There are a number of extraordinary features of the current scene. One is that a taboo has been breached: the taboo of giving psychotropic drugs to children. Children, especially in North America, are being given cocktails of psychotropic drugs on a vast scale. A second point is the lack of pharmacological distinction between the drugs being used – Ritalin and Dexedrine – and a number of banned or controlled agents such as cocaine and speed. On the one hand, we can look at a group of drugs and see them as harmless, but a moment later we can see the same type of drug as a major threat to society.12 and 13
While the response of overactive children to stimulants was once seen as paradoxical, and this for some pointed strongly to the pathological basis of the condition, it is now clear that many adults respond in just the same way, and equally that not all children respond this way.
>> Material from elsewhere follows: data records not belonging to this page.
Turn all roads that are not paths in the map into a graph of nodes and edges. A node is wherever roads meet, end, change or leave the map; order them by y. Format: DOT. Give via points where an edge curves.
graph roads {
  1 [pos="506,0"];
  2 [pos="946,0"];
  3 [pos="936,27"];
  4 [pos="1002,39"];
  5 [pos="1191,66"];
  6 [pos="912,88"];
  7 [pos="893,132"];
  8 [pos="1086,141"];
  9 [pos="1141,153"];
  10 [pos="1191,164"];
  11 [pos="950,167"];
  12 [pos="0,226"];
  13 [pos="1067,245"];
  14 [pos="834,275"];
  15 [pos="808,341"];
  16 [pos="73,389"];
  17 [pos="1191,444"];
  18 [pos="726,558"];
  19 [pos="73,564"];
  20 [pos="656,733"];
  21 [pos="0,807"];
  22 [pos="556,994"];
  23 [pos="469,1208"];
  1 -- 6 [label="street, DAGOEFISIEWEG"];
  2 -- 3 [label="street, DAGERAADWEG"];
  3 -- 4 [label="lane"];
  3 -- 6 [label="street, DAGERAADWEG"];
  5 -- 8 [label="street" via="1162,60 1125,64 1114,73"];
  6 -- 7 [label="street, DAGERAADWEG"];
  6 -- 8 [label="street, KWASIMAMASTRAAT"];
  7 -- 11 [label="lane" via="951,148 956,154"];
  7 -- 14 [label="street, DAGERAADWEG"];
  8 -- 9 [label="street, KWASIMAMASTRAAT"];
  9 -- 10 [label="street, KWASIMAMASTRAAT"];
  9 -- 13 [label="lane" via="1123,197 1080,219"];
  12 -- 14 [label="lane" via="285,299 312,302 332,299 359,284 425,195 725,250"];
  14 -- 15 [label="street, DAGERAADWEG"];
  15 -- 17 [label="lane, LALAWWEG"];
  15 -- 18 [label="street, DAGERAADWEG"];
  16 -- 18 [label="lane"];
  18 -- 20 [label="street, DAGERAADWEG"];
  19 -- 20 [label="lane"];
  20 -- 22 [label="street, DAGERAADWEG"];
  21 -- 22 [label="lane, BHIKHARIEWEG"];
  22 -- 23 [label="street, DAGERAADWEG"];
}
These elements of the picture suggest that what may be involved in the case of overactivity is a dimensional disorder related to extraversion rather than a categorical illness entity like ADHD, which companies are now suggesting affects both children and adults. When up to 15% of children in some areas are diagnosed with ADHD it becomes very difficult to believe they all have a clear-cut disease. 14
Whatever the reality, where once it was thought that treatment was time-limited and that children grew out of their difficulties, which most children in fact do, there has been a trend to recognising milder forms of the condition and difficulties in adults that might respond to stimulants. It is increasingly common to hear of college students, for instance, seeking scripts for stimulants around times of examinations and attributing their ability to master the concentration problems that come with large paper loads to treatment of their illness, where in fact this is simply a quite normal response to stimulants – which comes with a very predictable set of attendant problems, one of which is that they get a diagnosis (see Ch. 18).
Beyond this a number of clinicians in recent years, in books like Shadow Syndromes, have very actively promoted the idea of adult ADHD and the use of stimulants for such people. Some people will unquestionably find a benefit from this but benefits do not make a diagnosis and there are other ways to interpret what is happening, as outlined above and further below.